ARCHIVE PHOTO: A prostitute sits in the dark as she waits for customers near a bar district in Shanghai. June, 2003. REUTERS/Claro Cortes IV

Image Caption and Rights Information

Young girls are forced to perform sex acts or sexually assaulted in front of webcams for global subscribers

By Emma Batha

LONDON, May 20 (Thomson Reuters Foundation) - Tens of thousands of North Korean women and girls - some as young as 9 - are being trafficked into sexual slavery in China as they try to flee poverty and oppression in their homeland, experts on the reclusive state said on Monday.

The sexual exploitation of North Koreans generates at least $105 million in annual profits for the Chinese underworld, according to a report by the non-profit Korea Future Initiative, which includes harrowing accounts from trafficked women.

"Victims are prostituted for as little as 30 Chinese yuan ($4.30), sold as wives for just 1,000 yuan, and trafficked into cybersex dens for exploitation by a global online audience," the report's author Yoon Hee-soon said.

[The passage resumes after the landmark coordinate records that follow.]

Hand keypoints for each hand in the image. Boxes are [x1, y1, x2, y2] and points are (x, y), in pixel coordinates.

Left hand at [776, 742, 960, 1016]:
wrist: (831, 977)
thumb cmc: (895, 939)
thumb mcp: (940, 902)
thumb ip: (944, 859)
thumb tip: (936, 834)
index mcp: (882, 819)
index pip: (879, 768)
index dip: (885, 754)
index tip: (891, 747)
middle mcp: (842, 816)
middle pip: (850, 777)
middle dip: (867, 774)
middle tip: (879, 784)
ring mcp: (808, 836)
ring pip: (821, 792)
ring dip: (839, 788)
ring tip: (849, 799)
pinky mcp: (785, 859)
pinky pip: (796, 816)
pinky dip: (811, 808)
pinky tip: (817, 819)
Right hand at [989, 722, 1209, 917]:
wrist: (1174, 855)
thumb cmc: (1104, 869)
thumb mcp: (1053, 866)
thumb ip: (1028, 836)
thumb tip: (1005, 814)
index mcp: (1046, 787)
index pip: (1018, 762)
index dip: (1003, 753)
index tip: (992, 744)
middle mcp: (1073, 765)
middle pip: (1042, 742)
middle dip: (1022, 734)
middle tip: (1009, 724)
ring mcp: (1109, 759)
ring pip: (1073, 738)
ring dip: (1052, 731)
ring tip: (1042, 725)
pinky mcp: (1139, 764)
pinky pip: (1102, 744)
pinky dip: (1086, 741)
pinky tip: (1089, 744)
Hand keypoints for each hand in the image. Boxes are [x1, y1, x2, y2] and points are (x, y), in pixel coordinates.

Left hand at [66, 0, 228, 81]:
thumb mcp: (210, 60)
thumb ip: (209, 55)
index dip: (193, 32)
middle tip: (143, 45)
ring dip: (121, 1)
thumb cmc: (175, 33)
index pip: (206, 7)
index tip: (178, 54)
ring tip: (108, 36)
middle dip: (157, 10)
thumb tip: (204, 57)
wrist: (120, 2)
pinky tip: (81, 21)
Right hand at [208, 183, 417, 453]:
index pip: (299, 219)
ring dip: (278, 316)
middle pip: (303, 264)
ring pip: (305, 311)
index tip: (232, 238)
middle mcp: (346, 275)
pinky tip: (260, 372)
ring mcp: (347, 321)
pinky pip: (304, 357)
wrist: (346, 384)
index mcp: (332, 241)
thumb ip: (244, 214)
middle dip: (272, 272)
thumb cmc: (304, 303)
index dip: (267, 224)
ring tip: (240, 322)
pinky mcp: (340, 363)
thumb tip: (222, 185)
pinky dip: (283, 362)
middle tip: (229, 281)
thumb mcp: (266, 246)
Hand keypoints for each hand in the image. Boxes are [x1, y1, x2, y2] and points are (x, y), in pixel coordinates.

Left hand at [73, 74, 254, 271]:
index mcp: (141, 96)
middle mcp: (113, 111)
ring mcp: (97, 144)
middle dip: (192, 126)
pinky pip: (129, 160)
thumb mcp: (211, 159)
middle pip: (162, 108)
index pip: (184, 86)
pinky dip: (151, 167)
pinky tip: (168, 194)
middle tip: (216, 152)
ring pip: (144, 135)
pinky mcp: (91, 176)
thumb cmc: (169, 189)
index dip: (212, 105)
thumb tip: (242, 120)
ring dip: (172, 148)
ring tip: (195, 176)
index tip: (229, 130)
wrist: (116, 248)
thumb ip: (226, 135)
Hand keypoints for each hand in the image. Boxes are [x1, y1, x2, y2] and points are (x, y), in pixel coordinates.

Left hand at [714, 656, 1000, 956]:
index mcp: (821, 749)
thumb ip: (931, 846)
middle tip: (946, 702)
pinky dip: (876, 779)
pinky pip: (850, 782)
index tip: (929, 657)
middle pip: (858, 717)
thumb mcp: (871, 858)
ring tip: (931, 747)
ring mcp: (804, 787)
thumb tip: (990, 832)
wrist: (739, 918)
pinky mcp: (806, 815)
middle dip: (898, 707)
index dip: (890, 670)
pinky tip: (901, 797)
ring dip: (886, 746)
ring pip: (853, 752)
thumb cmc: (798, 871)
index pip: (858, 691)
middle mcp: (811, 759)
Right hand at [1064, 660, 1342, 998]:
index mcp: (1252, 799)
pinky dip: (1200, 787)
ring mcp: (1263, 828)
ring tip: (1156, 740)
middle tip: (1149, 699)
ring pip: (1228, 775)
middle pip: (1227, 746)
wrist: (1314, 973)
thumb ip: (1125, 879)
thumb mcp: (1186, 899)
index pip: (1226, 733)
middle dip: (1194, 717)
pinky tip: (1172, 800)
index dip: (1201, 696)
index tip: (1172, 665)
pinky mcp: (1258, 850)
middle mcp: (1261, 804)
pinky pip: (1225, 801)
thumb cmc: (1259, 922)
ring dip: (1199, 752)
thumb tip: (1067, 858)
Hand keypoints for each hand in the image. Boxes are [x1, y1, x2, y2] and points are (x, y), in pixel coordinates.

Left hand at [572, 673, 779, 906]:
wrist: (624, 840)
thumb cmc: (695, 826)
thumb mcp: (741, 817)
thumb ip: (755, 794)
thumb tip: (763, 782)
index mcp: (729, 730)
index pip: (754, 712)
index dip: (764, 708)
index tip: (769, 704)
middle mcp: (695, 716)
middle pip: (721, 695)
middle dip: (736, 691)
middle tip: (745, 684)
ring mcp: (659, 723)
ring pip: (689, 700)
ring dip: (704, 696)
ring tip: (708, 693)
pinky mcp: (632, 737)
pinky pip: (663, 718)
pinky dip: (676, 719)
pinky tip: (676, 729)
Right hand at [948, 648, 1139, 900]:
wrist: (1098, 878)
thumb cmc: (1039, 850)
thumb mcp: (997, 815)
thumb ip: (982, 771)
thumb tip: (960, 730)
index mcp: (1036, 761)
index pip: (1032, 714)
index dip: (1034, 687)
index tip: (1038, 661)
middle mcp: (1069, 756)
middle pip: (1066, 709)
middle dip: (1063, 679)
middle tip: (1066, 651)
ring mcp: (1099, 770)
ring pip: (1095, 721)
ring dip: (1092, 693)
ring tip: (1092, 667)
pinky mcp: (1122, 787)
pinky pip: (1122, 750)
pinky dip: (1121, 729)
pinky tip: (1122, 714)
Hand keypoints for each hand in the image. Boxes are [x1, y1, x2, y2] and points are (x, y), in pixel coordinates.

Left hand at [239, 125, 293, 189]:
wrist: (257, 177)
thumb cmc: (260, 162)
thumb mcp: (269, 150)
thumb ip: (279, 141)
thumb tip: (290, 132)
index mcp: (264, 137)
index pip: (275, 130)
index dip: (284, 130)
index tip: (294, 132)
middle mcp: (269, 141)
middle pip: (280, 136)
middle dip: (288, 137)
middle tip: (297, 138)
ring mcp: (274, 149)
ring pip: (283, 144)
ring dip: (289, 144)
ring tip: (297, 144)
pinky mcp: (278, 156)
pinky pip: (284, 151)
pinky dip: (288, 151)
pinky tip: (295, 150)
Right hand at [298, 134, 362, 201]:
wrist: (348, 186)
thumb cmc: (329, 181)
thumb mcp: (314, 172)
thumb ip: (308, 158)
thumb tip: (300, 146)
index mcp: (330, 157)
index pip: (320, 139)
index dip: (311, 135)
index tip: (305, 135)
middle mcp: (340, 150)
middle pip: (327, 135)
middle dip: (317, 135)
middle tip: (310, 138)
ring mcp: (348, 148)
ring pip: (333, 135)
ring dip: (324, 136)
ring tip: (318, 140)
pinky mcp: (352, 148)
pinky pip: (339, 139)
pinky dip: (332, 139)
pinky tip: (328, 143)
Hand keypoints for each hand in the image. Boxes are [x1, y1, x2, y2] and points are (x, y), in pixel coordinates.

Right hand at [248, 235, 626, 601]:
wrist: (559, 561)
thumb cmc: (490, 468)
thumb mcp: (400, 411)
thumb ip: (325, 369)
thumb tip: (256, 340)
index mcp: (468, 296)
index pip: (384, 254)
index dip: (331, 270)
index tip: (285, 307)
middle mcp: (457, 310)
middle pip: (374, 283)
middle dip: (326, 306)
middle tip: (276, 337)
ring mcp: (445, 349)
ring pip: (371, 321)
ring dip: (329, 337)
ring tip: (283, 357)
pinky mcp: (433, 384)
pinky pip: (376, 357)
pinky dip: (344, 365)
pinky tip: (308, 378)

"Many are sold more than once and are forced into at least one form of sexual slavery within a year of leaving their homeland."

An estimated 60% of North Korean girls and women in China are trafficked into the sex trade, according to the report, launched at an event at Britain's parliament.

Nearly half are pressed into prostitution, about a third sold into marriage and most others pushed into cybersex, researchers said.

No one at the Chinese embassy in London was immediately available for comment. Gathering information in North Korea is notoriously difficult.

Many North Koreans are enslaved in brothels in districts in northeast China with large migrant worker populations, the report said.

Trafficking survivors said prostitutes further south, in Shanghai, were branded with tattoos such as lions and butterflies to show ownership and deter abductions by rivals.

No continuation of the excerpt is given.